The Marks Post: “|t’s not November”
Two years ago today, I decided to go meet some friends for the Mardi Gras parades in Lafayette. I am normally opposed to such Mardi Gras parades because what they represent. The affluent Bourgeoisie ride in floats while throwing cheap plastic beads and other trinkets to the proletariat who are standing on both sides of the road. It is just another way of appeasing the masses and keeping them from grabbing torches and pitchforks. I guess this is just the Marxist side of the family coming out of me.

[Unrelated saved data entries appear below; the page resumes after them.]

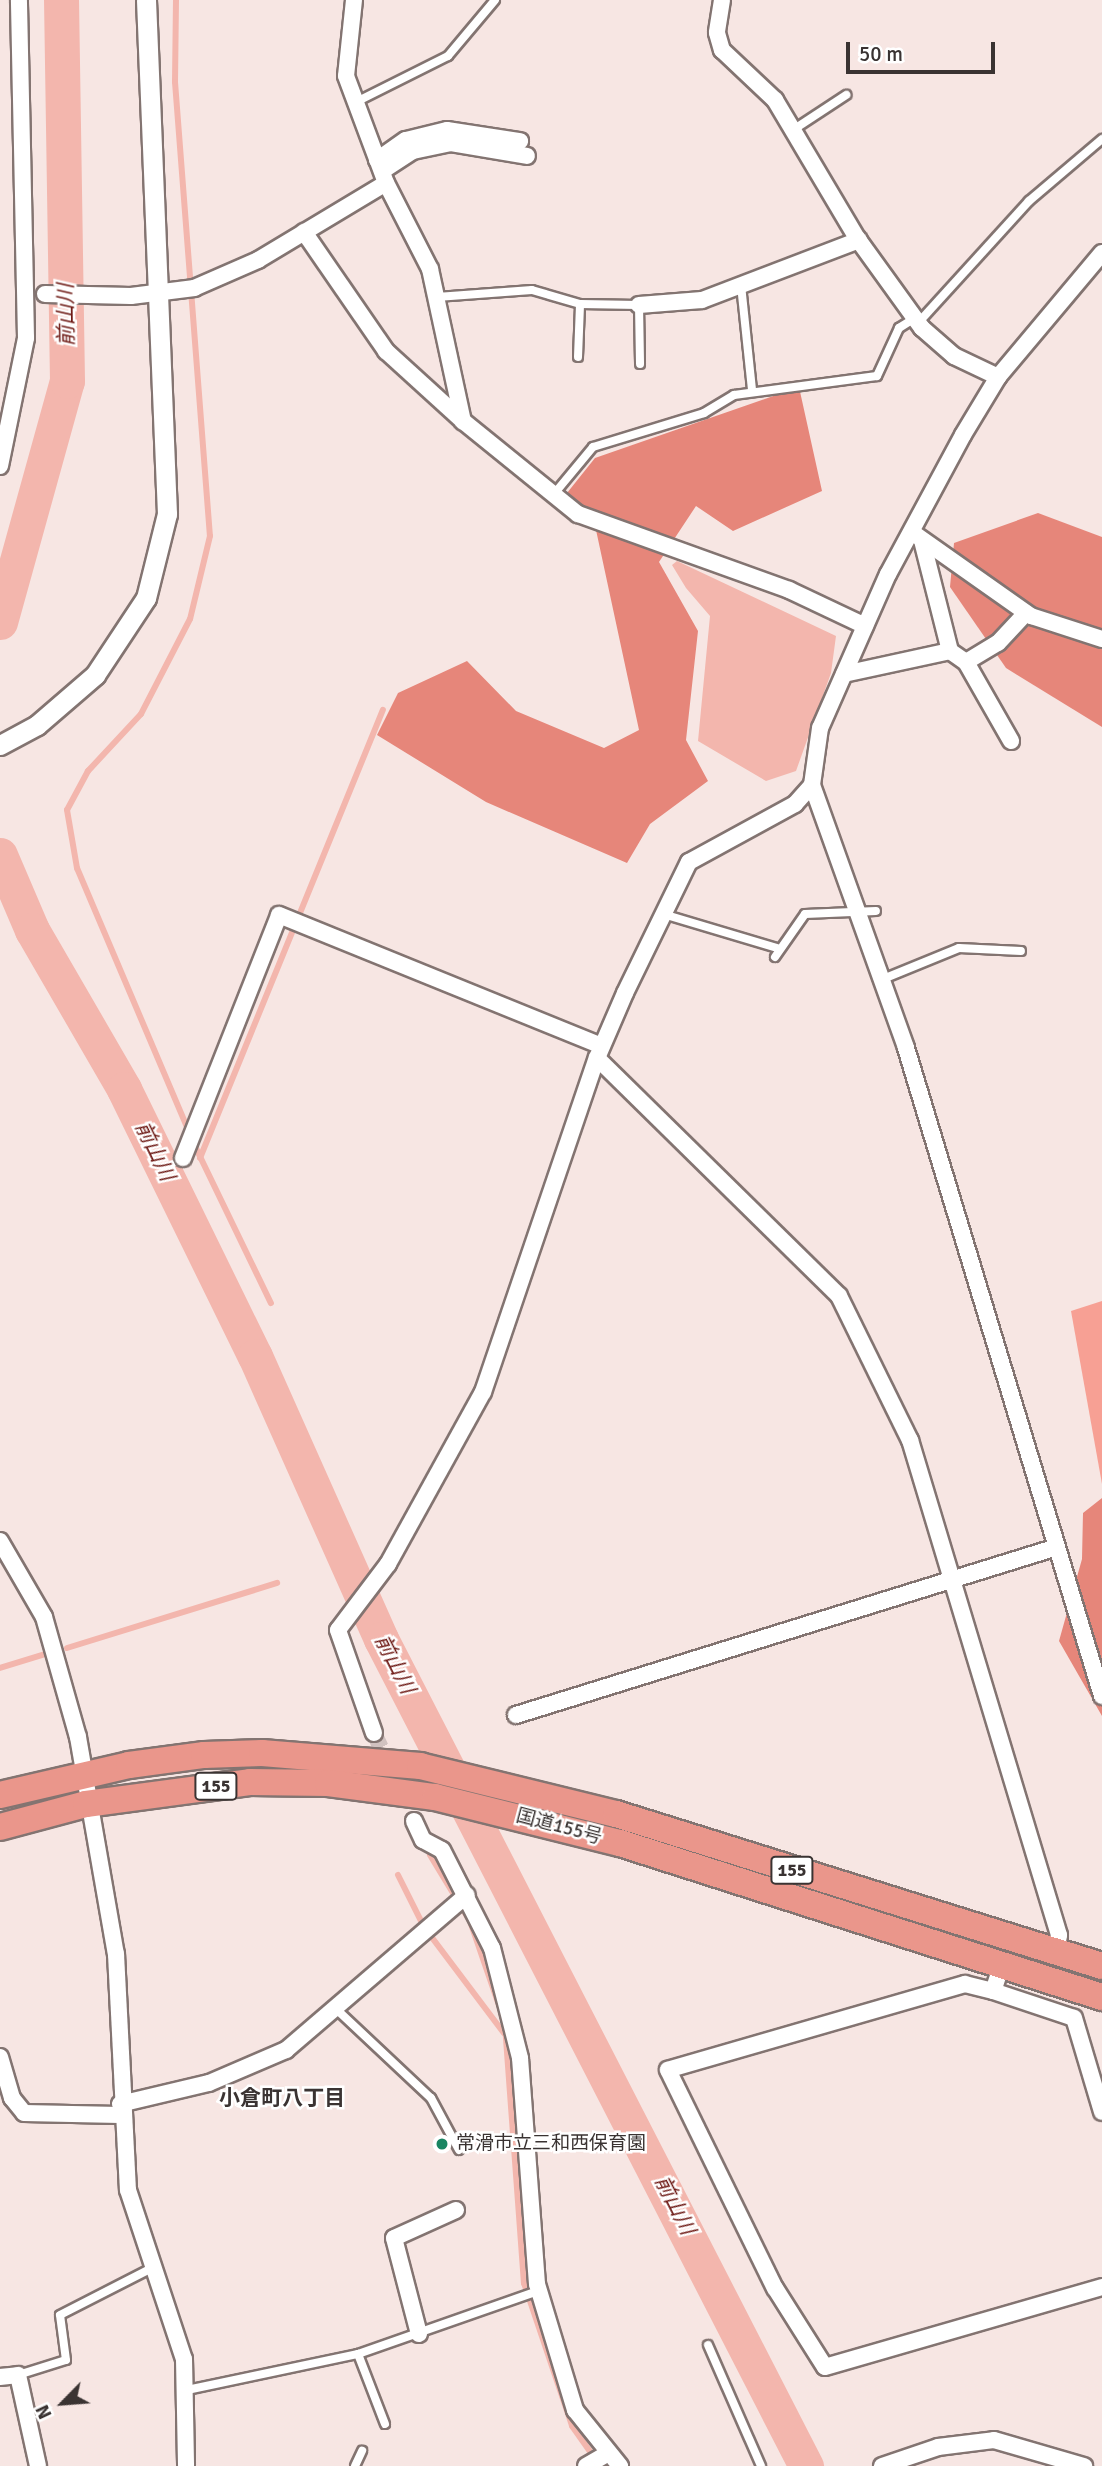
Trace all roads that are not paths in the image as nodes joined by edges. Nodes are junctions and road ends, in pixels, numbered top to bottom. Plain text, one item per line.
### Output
1 (19, 0) edge
2 (146, 0) edge
3 (354, 0) edge
4 (495, 0) edge
5 (722, 0) edge
6 (846, 95) dead end
7 (354, 103) junction
8 (793, 131) junction
9 (1102, 139) edge
10 (523, 148) dead end
11 (382, 171) junction
12 (304, 232) junction
13 (859, 240) junction
14 (1102, 253) edge
15 (741, 283) junction
16 (46, 294) dead end
17 (158, 294) junction
18 (437, 297) junction
19 (580, 304) junction
20 (639, 306) junction
21 (916, 321) junction
22 (579, 357) dead end
23 (640, 363) dead end
24 (999, 377) junction
25 (752, 390) junction
26 (463, 421) junction
27 (3, 447) edge
28 (0, 466) edge
29 (554, 494) junction
30 (917, 536) junction
31 (1027, 613) junction
32 (865, 626) junction
33 (1102, 639) edge
34 (950, 651) junction
35 (966, 662) junction
36 (845, 674) junction
37 (1011, 741) dead end
38 (0, 745) edge
39 (812, 785) junction
40 (868, 912) junction
41 (663, 914) junction
42 (1021, 951) dead end
43 (883, 979) junction
44 (599, 1052) junction
45 (183, 1157) dead end
46 (0, 1541) edge
47 (1057, 1547) junction
48 (953, 1579) junction
49 (1102, 1696) edge
50 (516, 1715) dead end
51 (374, 1733) tunnel mouth
52 (83, 1775) junction
53 (0, 1795) edge
54 (86, 1804) junction
55 (414, 1821) dead end
56 (0, 1827) edge
57 (467, 1895) junction
58 (1056, 1953) junction
59 (1102, 1966) edge
60 (997, 1979) junction
61 (1102, 1997) edge
62 (334, 2007) junction
63 (0, 2057) edge
64 (120, 2110) junction
65 (1102, 2112) edge
66 (459, 2150) dead end
67 (456, 2210) dead end
68 (152, 2268) junction
69 (1102, 2287) edge
70 (538, 2291) junction
71 (419, 2334) junction
72 (708, 2344) dead end
73 (358, 2354) junction
74 (18, 2375) junction
75 (0, 2377) edge
76 (187, 2389) junction
77 (385, 2424) dead end
78 (362, 2451) dead end
79 (605, 2455) junction
80 (38, 2466) edge
81 (186, 2466) edge
82 (355, 2466) edge
83 (586, 2466) edge
84 (620, 2466) edge
85 (761, 2466) edge
86 (882, 2466) edge
87 (1084, 2466) edge

1 - 27 street
2 - 17 street
3 - 7 street
4 - 7 lane
5 - 8 street
6 - 8 lane
7 - 11 street
8 - 13 street
9 - 21 lane
10 - 11 street
11 - 12 street
11 - 18 street
12 - 17 street
12 - 26 street
13 - 15 street
13 - 21 street
14 - 24 street
15 - 20 street
15 - 25 lane
16 - 17 street
17 - 38 street
18 - 19 lane
18 - 26 street
19 - 20 lane
19 - 22 lane
20 - 23 lane
21 - 24 street
21 - 25 lane
24 - 30 street
25 - 29 lane
26 - 29 street
27 - 28 street
29 - 32 street
30 - 31 street
30 - 32 street
30 - 34 street
31 - 33 street
31 - 35 street
32 - 36 street
34 - 35 street
34 - 36 street
35 - 37 street
36 - 39 street
39 - 40 street
39 - 41 street
40 - 41 lane
40 - 43 street
41 - 44 street
42 - 43 lane
43 - 47 street
44 - 45 street
44 - 48 street
44 - 51 street
46 - 52 street
47 - 48 street
47 - 49 street
48 - 50 street
48 - 58 street
52 - 53 highway, 国道155号 / 155
52 - 54 street
52 - 58 highway, 国道155号 / 155
54 - 56 highway, 国道155号 / 155
54 - 60 highway, 国道155号 / 155
54 - 64 street
55 - 57 street
57 - 62 street
57 - 70 street
58 - 59 highway, 国道155号 / 155
60 - 61 highway, 国道155号 / 155
60 - 65 street
60 - 69 street
62 - 64 street
62 - 66 lane
63 - 64 street
64 - 68 street
67 - 71 street
68 - 74 lane
68 - 76 street
70 - 71 lane
70 - 79 street
71 - 73 lane
72 - 85 lane
73 - 76 lane
73 - 77 lane
74 - 75 street
74 - 80 street
76 - 81 street
78 - 82 lane
79 - 83 street
79 - 84 street
86 - 87 street

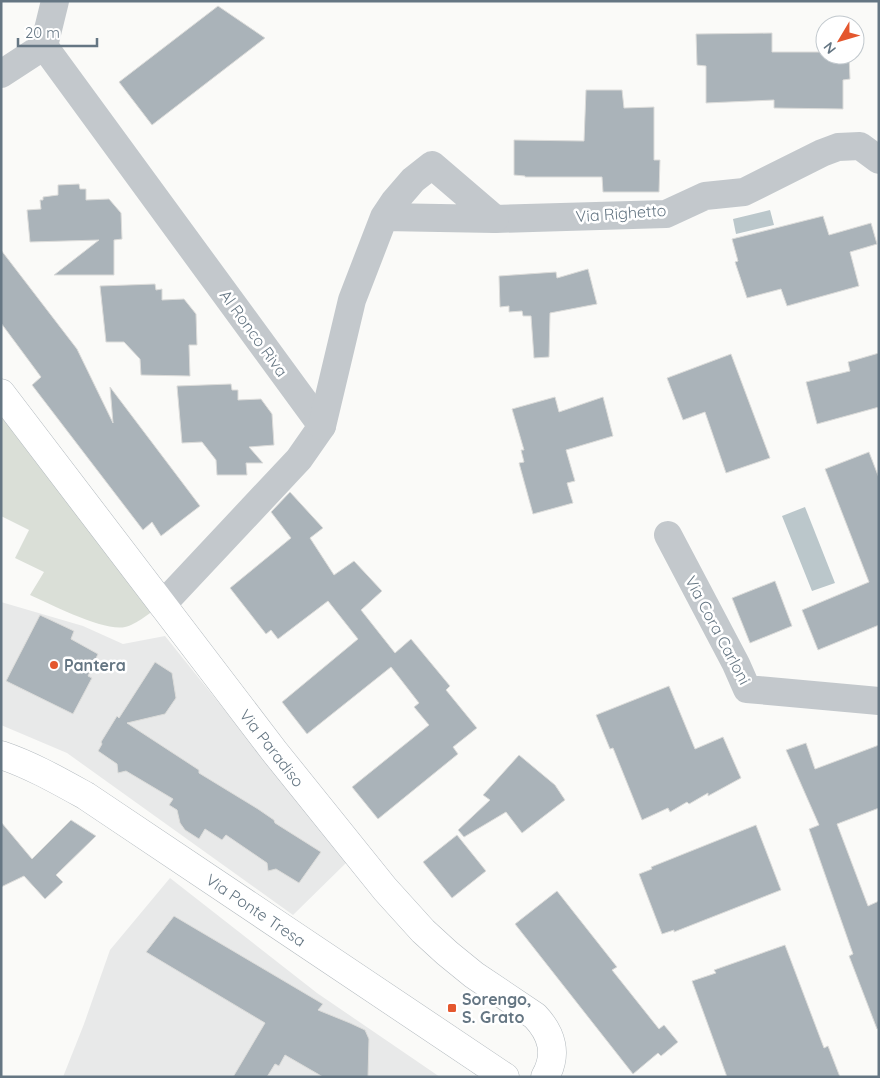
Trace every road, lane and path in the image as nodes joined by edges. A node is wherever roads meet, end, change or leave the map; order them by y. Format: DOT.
graph roads {
  1 [pos="55,1"];
  2 [pos="44,46"];
  3 [pos="1,74"];
  4 [pos="879,160"];
  5 [pos="384,217"];
  6 [pos="495,220"];
  7 [pos="1,393"];
  8 [pos="322,426"];
  9 [pos="668,535"];
  10 [pos="162,605"];
  11 [pos="879,701"];
  12 [pos="1,755"];
  13 [pos="505,1077"];
  14 [pos="545,1077"];
  1 -- 2 [label="street"];
  2 -- 3 [label="street"];
  2 -- 8 [label="street, Al Ronco Riva"];
  4 -- 6 [label="street, Via Righetto"];
  5 -- 6 [label="street, Via Righetto"];
  5 -- 6 [label="street"];
  5 -- 8 [label="street"];
  7 -- 10 [label="main road, Via Paradiso"];
  8 -- 10 [label="street"];
  9 -- 11 [label="street, Via Cora Carloni"];
  10 -- 14 [label="main road, Via Paradiso"];
  12 -- 13 [label="main road, Via Ponte Tresa"];
}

All references to The Communist Manifesto aside, it was honestly not a bad setup because we were invited to a block party at an office off of Johnston Street. We got to hang out there during the day while going back-and-forth to watch the parades.
At some point during the afternoon, somebody told us Keith Frank was playing that night at Scandals. Being that he was playing at 7:00 that night, we decided we would go check him out. The plan was for us to stay for about an hour before leaving to go back home because we all had to go back to work the next morning. On top of that, I was giving ashes at 6:30 a.m. Mass at Sacred Heart and had a health screening for work in Opelousas. At the time, I was still working at the clerk’s office, and it was part of our insurance.
Meanwhile back at Scandals, Keith Frank did not start playing until 8:30 that night. We still do not know what the hold up was, but I know one thing. It was the longest sound check ever, or, at least, it felt like it.
We stayed about an hour before deciding to leave. As we were walking out, I got a phone call about how our former chief deputy J.L. Brignac had gotten into an accident earlier that day. He was on his way home from his birthday party and lost control of his vehicle.
After we left Scandals, somebody had the idea to go eat at the new Waffle House on Kaliste Saloom. It was a great idea at the time. Now, not so much. I think just about all of us ordered the breakfast bowls which were a heart attack in a bowl, but, boy, it was good.
I did not get home until midnight, and, five hours later, I had to wake up to get ready for Mass. I managed to make it through Mass, even though I probably gave some people crooked crosses on their foreheads.
Liz Saucier from the clerk’s office then picked me up at church after Mass for us to go take our health screenings. On the way is when I called J.L.’s brother-in-law “Swabby” to get more news from the night before.
We got to Opelousas, and I was convinced I was going to fail the health test. I remember I kept making bad jokes about running on lack of sleep and just eating at Waffle House a few hours before. I was sure my cholesterol, blood pressure, triglycerides, and everything else were going to be high.
When it was my turn to go behind the curtain, they tethered me to the EKG and/or EEG machine. I was then poked, prodded, and had the ultrasound thing jammed deep into my neck. At least I left there in Liz’s car and not on a gurney in the back of an ambulance.
Liz and I got back to work, and I had to hurry up and get to court because our chief deputy Patreace McGee was taking my place for revocations. Thus ended the marathon 48-hours.
To finish the story about J.L., the following weekend was when he took a turn for the worst. He ultimately died from his injuries. I already wrote a column at the time of his death about our relationship, but I’ll say here that he was a mentor for me at the clerk’s office and had become like a family member.
After the rosary, “Swabby” gave the eulogy and asked for people to share their favorite J.L. stories because everybody had some. J.L.’s sister Janice and a few other people wanted to share some stories because we were so close. I was so choked up at the time, so I did not share any story. Plus, all the ones going through my head at the time involved J.L. using a few of his choice cuss words.
Some time passed, and I thought of a story that I could have told. I am going to end this column with it.
Every year, J.L. got two wall calendars from Louisiana Land Bank. He would hang the one with the deer on it in the office and would hang the one with the ducks on it at his house. Then he would rotate them every year.
I walked into the office one year on October 1 and saw that J.L. had not torn the month of September off the calendar yet. So, I went ahead and ripped it off. He then walked into the office and, not realizing I had already done so, ripped off October. He crumpled up the sheet of paper in his hands and then realized what had happened. He started stuttering and then blurted out, “It’s not November!”
He uncrumpled the sheet and taped it back to the calendar. I never changed the calendar again at the office.